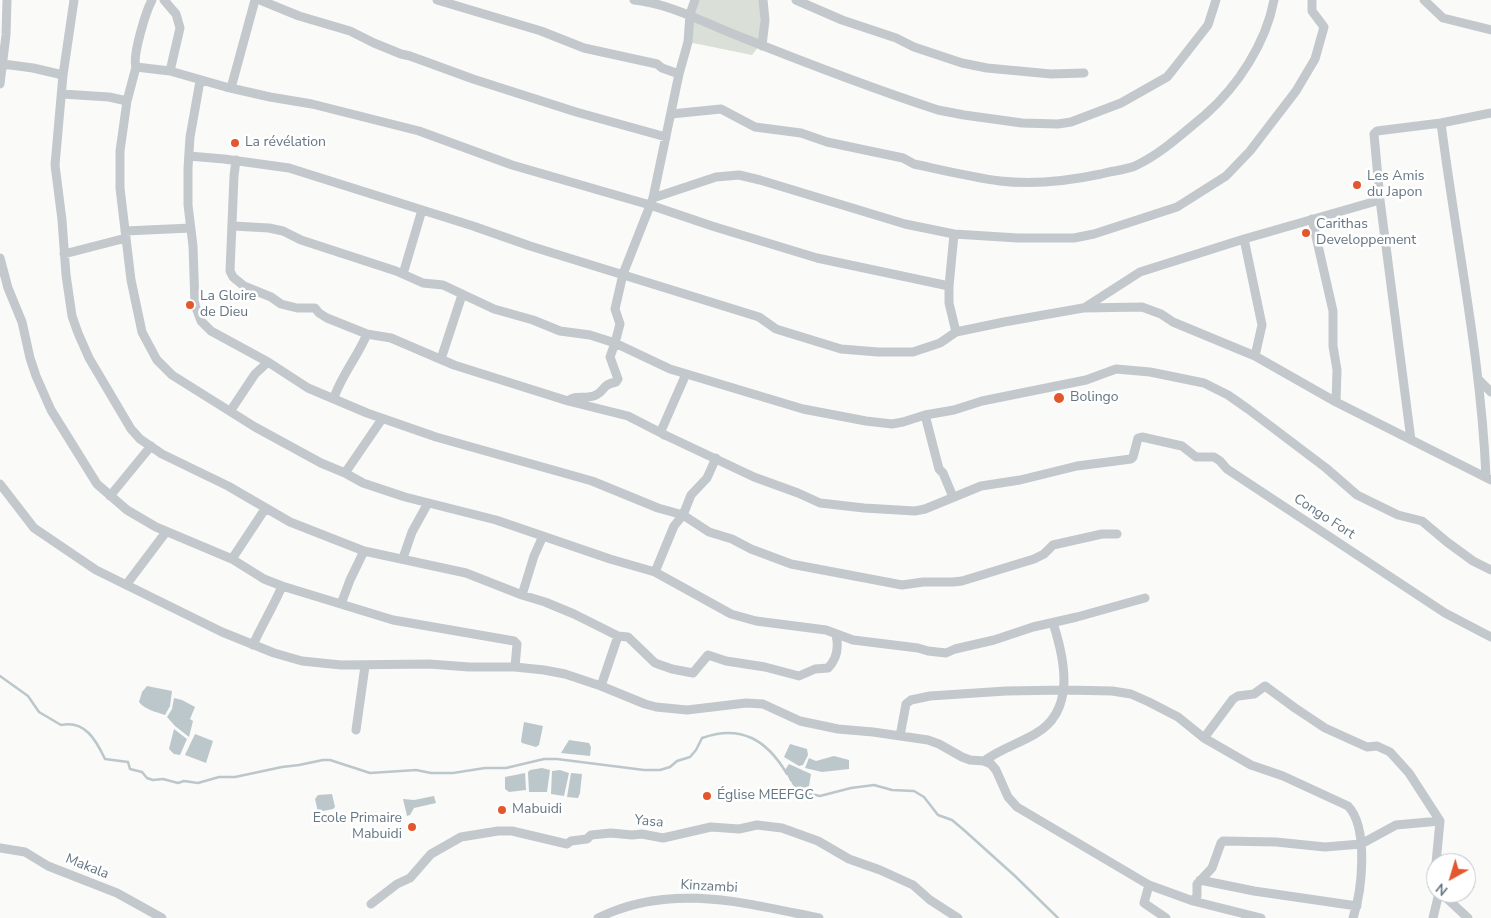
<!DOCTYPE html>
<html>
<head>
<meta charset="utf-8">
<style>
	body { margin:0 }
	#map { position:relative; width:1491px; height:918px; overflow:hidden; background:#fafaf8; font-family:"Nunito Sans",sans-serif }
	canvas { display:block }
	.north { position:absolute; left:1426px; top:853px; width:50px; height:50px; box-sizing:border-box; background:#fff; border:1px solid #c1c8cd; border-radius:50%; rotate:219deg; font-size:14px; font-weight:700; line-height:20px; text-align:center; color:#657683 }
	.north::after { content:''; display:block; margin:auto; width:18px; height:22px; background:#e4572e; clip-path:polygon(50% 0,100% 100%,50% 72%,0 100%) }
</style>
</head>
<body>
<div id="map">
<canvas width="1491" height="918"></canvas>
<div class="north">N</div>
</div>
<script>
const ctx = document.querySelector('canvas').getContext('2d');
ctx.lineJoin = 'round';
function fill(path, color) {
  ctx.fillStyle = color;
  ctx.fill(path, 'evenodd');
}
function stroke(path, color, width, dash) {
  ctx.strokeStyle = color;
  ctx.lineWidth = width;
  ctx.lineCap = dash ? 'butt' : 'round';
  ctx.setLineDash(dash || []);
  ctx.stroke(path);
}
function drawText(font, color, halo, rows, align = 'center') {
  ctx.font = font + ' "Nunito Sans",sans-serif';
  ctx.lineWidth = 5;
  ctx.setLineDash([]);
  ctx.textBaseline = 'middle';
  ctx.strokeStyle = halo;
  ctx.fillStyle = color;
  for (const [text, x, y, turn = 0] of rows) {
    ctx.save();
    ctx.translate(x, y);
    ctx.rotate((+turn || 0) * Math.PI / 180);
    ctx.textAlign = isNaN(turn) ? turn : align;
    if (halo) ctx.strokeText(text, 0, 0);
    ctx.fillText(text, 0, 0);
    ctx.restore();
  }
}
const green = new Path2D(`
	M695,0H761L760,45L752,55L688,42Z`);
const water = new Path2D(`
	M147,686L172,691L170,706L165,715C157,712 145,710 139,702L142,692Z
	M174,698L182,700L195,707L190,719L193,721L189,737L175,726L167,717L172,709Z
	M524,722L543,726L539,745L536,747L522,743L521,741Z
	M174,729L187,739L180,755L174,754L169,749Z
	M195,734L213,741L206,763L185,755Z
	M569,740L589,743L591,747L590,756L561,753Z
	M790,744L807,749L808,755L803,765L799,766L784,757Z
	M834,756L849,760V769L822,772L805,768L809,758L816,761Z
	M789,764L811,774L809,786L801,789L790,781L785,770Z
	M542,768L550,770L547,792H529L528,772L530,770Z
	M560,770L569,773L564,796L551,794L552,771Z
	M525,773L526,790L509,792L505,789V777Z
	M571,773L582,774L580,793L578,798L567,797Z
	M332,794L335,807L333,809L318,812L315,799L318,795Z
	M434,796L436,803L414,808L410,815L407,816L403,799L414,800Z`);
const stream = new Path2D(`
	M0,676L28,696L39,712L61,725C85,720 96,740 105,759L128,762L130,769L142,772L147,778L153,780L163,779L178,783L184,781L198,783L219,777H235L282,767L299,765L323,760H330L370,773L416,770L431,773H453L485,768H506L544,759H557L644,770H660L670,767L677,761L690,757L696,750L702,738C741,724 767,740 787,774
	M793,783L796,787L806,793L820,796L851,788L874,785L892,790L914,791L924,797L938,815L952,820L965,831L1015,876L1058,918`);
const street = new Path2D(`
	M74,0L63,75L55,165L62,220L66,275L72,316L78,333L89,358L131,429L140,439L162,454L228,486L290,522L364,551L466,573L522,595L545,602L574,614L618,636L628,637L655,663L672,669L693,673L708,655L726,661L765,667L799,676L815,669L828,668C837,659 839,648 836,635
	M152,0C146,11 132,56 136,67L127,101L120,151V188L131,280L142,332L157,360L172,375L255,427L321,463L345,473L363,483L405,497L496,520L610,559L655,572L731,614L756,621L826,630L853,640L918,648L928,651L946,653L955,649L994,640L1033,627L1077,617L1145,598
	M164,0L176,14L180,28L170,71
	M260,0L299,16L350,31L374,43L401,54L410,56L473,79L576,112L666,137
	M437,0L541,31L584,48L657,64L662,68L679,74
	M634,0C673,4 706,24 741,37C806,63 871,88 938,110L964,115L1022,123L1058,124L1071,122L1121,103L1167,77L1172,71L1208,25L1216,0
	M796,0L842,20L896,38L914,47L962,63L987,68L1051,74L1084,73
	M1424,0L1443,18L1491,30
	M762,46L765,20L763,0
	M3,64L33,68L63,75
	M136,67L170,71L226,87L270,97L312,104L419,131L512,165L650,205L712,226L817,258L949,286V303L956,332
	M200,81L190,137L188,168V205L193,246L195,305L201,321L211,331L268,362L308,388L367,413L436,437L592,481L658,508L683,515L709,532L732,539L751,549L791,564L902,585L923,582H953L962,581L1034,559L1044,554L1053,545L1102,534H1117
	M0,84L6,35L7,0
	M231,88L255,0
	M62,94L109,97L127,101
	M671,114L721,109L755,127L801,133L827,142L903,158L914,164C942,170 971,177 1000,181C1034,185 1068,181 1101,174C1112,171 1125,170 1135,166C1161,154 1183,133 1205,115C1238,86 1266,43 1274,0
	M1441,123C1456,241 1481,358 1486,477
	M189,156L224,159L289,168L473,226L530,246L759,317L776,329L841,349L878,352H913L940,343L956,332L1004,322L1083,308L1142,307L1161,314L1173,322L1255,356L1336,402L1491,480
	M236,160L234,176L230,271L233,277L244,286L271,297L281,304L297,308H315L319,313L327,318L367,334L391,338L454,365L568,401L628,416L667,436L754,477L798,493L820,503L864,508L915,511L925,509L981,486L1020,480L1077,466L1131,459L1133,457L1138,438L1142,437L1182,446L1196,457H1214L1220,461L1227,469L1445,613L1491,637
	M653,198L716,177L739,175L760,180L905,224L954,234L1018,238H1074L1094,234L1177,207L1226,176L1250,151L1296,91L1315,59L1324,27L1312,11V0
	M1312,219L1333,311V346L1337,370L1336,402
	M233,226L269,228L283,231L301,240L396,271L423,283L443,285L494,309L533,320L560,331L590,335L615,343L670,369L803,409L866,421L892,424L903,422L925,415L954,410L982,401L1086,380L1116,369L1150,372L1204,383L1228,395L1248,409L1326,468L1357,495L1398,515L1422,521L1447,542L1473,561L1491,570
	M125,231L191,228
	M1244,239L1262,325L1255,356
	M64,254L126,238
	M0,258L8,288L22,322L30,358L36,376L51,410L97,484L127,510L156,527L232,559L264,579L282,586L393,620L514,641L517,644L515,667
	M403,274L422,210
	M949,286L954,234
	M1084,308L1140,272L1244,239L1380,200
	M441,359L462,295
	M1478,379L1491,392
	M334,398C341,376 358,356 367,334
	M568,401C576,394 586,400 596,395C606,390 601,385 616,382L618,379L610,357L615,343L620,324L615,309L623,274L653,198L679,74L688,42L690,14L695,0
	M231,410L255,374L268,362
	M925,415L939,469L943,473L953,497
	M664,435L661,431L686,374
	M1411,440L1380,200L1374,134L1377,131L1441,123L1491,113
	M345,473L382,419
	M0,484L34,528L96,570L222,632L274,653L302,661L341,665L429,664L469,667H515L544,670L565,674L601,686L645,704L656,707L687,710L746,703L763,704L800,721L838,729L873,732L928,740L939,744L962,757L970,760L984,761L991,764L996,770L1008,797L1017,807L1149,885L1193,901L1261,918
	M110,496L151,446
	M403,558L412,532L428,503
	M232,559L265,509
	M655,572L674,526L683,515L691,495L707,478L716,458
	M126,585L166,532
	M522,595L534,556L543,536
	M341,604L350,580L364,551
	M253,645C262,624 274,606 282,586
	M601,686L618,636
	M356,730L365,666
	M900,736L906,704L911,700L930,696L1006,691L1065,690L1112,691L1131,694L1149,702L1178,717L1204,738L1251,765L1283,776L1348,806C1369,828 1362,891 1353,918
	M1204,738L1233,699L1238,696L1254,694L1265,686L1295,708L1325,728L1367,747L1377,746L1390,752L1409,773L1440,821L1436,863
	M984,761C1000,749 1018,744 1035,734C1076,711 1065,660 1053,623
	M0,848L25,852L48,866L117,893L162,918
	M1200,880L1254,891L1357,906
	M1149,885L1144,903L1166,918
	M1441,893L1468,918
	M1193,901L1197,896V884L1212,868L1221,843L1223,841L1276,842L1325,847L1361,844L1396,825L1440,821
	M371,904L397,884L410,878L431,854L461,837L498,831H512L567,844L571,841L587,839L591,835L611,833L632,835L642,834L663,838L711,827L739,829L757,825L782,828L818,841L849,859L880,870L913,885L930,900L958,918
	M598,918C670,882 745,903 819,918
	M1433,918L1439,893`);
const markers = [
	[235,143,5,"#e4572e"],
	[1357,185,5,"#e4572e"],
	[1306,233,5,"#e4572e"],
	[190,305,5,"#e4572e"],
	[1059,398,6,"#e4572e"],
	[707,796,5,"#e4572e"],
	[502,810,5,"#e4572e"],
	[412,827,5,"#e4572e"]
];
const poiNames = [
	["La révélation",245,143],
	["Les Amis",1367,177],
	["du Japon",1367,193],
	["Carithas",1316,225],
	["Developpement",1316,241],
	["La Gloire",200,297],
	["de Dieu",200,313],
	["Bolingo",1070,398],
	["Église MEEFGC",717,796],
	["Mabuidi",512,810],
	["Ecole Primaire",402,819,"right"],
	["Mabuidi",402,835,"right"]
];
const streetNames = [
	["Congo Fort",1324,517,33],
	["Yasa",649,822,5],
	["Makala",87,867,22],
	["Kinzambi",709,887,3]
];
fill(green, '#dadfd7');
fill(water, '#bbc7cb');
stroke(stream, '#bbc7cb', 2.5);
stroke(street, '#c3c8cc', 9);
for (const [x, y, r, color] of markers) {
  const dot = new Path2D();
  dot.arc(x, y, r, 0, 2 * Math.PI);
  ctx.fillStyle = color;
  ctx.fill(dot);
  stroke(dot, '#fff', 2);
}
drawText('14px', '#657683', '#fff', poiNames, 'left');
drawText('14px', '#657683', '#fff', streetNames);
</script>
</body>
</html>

------------------------------------

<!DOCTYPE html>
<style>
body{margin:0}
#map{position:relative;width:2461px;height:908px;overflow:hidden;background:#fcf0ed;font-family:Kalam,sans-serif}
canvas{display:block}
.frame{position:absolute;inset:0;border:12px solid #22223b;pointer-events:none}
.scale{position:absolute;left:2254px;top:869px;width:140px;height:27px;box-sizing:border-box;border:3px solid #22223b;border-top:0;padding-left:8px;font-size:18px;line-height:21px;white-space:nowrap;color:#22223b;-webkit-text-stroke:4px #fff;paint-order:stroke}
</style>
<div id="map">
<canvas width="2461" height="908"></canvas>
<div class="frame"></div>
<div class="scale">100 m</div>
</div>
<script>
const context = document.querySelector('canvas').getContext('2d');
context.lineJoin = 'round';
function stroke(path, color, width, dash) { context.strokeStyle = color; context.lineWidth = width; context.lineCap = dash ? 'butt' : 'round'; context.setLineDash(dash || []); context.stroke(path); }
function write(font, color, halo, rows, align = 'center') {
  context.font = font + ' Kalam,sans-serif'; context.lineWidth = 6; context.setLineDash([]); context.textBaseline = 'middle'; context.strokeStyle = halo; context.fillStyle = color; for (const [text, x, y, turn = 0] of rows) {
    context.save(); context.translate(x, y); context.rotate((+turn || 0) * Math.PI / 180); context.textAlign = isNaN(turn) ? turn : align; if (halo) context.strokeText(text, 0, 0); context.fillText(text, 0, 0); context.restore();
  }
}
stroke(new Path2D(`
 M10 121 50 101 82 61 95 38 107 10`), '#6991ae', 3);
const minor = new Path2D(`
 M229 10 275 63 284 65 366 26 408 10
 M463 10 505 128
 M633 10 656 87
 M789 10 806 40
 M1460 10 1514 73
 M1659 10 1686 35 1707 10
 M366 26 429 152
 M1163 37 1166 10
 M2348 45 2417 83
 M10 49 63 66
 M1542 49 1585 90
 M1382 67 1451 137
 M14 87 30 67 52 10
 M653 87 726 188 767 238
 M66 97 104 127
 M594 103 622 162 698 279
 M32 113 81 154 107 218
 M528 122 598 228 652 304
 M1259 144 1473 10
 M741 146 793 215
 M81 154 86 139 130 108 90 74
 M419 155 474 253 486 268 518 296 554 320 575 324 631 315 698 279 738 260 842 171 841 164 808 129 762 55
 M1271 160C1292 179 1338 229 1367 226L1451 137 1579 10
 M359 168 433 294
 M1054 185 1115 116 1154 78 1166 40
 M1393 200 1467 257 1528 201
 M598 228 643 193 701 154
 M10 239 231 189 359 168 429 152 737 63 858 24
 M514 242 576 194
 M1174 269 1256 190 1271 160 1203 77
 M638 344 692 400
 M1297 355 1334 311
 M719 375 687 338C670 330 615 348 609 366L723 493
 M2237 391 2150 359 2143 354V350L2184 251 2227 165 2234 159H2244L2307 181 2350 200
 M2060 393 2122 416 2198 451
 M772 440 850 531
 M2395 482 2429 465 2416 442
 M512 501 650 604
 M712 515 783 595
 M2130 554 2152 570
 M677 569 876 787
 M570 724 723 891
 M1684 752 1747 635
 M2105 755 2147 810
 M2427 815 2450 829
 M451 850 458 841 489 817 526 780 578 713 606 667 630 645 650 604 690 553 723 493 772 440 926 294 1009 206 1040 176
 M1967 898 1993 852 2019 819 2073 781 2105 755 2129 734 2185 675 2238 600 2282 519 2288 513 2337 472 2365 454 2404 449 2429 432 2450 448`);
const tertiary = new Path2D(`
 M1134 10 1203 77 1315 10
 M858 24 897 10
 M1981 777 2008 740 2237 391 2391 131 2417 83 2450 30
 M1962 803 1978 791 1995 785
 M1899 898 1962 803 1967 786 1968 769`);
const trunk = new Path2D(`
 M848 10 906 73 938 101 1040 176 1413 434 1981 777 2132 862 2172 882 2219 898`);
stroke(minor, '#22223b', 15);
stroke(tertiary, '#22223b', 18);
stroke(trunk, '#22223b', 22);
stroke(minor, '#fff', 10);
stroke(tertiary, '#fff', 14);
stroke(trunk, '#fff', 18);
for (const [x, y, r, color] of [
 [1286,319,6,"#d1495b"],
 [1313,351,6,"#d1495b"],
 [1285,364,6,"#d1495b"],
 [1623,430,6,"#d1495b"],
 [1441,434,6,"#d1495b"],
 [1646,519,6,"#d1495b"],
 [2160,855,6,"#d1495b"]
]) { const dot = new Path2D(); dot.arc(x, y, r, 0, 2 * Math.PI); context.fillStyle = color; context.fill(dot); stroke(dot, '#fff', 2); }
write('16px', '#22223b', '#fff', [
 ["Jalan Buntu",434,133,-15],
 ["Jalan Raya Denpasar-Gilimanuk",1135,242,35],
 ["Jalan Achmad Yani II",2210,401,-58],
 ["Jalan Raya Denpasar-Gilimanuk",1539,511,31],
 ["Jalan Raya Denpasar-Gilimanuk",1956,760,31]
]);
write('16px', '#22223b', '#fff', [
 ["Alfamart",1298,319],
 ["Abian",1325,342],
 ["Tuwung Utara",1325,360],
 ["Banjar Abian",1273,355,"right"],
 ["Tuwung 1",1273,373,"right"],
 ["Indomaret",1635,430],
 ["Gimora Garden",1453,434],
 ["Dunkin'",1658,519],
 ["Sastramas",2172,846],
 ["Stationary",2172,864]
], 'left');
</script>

------------------------------------

# Exercise aim
Taking the listing above as the source, transcribe only the lines starting at the line with "M229 10 275 63 284 65 366 26 408 10" and going through the line with "M858 24 897 10", unaltered and with both ends included.

# Task output
 M229 10 275 63 284 65 366 26 408 10
 M463 10 505 128
 M633 10 656 87
 M789 10 806 40
 M1460 10 1514 73
 M1659 10 1686 35 1707 10
 M366 26 429 152
 M1163 37 1166 10
 M2348 45 2417 83
 M10 49 63 66
 M1542 49 1585 90
 M1382 67 1451 137
 M14 87 30 67 52 10
 M653 87 726 188 767 238
 M66 97 104 127
 M594 103 622 162 698 279
 M32 113 81 154 107 218
 M528 122 598 228 652 304
 M1259 144 1473 10
 M741 146 793 215
 M81 154 86 139 130 108 90 74
 M419 155 474 253 486 268 518 296 554 320 575 324 631 315 698 279 738 260 842 171 841 164 808 129 762 55
 M1271 160C1292 179 1338 229 1367 226L1451 137 1579 10
 M359 168 433 294
 M1054 185 1115 116 1154 78 1166 40
 M1393 200 1467 257 1528 201
 M598 228 643 193 701 154
 M10 239 231 189 359 168 429 152 737 63 858 24
 M514 242 576 194
 M1174 269 1256 190 1271 160 1203 77
 M638 344 692 400
 M1297 355 1334 311
 M719 375 687 338C670 330 615 348 609 366L723 493
 M2237 391 2150 359 2143 354V350L2184 251 2227 165 2234 159H2244L2307 181 2350 200
 M2060 393 2122 416 2198 451
 M772 440 850 531
 M2395 482 2429 465 2416 442
 M512 501 650 604
 M712 515 783 595
 M2130 554 2152 570
 M677 569 876 787
 M570 724 723 891
 M1684 752 1747 635
 M2105 755 2147 810
 M2427 815 2450 829
 M451 850 458 841 489 817 526 780 578 713 606 667 630 645 650 604 690 553 723 493 772 440 926 294 1009 206 1040 176
 M1967 898 1993 852 2019 819 2073 781 2105 755 2129 734 2185 675 2238 600 2282 519 2288 513 2337 472 2365 454 2404 449 2429 432 2450 448`);
const tertiary = new Path2D(`
 M1134 10 1203 77 1315 10
 M858 24 897 10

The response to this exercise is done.